__EXERCISE DESCRIPTION__
In the records below, tally the lines that contain the word "shadow" and give only that number.

__WORKING DATA__
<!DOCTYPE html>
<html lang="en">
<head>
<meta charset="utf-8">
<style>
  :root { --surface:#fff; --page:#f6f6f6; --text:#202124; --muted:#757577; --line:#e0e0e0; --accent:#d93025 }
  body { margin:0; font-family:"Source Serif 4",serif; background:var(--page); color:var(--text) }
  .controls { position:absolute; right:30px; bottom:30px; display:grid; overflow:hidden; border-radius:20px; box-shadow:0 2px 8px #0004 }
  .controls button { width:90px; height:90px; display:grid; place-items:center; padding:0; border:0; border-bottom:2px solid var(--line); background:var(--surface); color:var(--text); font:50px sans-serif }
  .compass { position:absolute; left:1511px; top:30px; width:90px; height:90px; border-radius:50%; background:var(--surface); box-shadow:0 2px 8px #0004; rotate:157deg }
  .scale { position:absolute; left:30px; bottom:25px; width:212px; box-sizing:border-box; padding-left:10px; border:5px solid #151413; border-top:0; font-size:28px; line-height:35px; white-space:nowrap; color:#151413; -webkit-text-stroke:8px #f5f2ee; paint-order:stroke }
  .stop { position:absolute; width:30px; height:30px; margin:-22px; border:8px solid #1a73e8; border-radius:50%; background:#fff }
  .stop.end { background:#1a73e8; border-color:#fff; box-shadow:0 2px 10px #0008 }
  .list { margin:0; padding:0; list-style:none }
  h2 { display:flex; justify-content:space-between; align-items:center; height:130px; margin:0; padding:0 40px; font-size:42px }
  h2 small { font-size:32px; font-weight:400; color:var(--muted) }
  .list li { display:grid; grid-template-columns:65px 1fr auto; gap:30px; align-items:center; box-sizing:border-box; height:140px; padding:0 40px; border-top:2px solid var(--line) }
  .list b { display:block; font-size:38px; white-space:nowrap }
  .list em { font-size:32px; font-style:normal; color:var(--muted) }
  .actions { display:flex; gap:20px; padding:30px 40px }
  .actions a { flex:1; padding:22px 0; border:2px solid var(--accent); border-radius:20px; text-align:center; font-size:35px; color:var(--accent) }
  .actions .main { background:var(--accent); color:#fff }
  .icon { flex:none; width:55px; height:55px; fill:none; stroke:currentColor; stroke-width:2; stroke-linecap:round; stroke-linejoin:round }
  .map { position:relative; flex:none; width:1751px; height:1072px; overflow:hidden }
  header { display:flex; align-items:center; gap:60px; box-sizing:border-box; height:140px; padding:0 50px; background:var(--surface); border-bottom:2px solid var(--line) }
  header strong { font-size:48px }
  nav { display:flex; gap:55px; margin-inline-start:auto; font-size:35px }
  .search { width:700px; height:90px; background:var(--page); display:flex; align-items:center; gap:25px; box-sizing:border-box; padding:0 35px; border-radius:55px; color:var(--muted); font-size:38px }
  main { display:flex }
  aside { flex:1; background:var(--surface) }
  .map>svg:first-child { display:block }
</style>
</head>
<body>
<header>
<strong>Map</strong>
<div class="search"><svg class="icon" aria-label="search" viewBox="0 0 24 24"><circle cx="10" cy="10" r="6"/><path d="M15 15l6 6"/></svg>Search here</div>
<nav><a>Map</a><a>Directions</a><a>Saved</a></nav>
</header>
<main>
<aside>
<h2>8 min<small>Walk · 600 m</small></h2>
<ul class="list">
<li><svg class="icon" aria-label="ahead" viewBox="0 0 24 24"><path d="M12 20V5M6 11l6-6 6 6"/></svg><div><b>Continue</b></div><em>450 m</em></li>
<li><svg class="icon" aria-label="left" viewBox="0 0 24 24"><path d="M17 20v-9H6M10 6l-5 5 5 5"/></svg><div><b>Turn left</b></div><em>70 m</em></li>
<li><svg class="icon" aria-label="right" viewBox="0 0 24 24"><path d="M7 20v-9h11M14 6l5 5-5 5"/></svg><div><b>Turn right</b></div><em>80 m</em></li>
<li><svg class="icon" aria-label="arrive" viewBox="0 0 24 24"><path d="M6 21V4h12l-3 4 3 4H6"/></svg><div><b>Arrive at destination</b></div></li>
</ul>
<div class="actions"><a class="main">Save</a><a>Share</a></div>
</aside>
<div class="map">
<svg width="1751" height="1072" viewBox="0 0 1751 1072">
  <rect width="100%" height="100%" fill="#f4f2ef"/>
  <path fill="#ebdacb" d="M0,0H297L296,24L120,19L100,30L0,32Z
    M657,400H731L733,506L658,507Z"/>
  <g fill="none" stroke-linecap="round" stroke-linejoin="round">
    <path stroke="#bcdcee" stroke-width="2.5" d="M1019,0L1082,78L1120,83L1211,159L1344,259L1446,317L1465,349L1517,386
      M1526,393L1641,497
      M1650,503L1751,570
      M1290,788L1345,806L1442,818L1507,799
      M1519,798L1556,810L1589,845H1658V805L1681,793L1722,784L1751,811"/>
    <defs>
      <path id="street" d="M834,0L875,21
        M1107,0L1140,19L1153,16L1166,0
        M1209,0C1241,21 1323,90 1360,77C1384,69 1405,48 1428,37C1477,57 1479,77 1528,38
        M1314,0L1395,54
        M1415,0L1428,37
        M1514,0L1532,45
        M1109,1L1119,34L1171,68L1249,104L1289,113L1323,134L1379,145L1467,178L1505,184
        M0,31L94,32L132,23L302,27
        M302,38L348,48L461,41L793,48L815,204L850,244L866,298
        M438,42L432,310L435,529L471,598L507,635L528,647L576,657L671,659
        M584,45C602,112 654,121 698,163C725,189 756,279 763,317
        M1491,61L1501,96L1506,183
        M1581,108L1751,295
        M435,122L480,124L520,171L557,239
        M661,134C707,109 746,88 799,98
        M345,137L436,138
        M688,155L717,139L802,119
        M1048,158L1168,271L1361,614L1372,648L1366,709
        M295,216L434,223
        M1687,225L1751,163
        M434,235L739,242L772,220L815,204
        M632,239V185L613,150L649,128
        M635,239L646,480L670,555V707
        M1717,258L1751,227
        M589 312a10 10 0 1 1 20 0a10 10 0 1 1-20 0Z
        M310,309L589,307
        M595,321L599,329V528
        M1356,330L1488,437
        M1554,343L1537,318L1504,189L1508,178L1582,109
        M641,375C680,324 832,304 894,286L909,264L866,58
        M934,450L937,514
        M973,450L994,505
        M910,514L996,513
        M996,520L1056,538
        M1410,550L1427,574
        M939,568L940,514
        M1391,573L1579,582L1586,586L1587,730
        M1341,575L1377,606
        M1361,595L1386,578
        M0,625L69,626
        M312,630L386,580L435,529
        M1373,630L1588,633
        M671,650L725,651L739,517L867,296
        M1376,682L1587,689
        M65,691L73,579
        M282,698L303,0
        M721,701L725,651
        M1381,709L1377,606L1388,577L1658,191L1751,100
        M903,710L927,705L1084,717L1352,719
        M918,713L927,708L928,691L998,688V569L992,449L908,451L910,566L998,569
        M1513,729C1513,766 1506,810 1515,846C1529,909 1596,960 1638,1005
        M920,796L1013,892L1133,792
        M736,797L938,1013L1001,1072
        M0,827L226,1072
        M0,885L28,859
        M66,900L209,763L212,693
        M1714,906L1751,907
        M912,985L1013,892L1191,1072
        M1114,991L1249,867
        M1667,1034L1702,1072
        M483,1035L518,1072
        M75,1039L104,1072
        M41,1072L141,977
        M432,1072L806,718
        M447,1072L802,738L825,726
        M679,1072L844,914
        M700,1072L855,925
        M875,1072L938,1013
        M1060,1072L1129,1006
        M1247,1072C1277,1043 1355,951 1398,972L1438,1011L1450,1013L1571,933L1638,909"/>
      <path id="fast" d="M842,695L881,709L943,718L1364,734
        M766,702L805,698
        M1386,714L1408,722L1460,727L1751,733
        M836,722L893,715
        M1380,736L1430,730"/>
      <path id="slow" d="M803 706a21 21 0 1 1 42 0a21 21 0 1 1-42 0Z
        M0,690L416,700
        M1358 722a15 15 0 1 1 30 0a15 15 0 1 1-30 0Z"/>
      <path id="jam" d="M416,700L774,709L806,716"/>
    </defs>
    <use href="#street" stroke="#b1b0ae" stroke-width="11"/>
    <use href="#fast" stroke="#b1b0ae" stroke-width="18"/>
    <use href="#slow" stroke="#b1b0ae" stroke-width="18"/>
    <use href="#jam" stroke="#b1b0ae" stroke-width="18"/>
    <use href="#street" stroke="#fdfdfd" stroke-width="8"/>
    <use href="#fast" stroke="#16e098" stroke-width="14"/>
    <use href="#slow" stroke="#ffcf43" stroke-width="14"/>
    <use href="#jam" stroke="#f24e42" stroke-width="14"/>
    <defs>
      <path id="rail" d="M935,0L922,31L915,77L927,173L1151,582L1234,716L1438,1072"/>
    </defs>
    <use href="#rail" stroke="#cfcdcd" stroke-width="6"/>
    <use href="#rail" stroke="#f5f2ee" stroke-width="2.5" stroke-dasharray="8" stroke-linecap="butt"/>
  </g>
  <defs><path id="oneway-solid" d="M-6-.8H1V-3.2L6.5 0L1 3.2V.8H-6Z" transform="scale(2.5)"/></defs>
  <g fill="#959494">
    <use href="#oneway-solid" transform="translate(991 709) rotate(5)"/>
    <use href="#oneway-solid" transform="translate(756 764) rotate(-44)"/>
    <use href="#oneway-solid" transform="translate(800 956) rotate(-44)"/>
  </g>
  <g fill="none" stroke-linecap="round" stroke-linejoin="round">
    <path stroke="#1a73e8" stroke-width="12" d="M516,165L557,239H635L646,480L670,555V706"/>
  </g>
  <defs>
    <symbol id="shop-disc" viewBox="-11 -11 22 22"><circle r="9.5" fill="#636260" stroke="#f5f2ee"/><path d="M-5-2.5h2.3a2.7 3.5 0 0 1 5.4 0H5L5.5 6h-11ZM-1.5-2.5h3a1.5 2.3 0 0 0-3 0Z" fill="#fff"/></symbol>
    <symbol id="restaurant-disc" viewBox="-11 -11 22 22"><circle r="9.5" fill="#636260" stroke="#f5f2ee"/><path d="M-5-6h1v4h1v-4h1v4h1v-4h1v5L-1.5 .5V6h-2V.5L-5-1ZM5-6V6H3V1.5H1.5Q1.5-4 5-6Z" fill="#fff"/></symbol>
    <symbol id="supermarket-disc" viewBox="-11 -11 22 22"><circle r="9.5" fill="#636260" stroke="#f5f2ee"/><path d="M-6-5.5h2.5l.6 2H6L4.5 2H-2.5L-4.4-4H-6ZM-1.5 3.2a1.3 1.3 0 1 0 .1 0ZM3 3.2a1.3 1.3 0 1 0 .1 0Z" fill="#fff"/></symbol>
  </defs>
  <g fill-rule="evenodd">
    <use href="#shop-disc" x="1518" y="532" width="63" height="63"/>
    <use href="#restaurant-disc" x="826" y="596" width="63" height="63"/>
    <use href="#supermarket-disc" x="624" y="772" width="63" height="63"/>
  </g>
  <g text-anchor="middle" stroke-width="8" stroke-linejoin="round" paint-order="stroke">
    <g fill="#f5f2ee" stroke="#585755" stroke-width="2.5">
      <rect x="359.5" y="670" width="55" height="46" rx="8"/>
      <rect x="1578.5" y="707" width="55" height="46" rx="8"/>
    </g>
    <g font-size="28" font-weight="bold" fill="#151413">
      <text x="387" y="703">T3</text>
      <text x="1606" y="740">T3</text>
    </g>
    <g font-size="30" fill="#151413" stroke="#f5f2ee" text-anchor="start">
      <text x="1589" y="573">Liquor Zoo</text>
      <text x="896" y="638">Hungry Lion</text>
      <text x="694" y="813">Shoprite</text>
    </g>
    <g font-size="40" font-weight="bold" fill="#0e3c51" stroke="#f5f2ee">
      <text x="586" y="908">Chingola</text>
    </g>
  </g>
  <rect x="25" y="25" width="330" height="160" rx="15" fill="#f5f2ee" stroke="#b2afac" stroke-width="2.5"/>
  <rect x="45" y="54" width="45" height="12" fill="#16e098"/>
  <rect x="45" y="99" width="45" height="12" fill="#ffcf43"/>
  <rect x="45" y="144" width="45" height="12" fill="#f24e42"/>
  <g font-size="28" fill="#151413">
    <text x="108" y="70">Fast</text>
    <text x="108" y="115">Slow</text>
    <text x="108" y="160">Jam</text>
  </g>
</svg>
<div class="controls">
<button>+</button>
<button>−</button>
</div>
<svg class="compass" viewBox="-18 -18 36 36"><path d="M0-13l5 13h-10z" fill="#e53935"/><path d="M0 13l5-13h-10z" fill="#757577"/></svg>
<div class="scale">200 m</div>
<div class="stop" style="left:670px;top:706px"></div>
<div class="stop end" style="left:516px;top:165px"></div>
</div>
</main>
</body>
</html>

__ANSWER BELOW__
3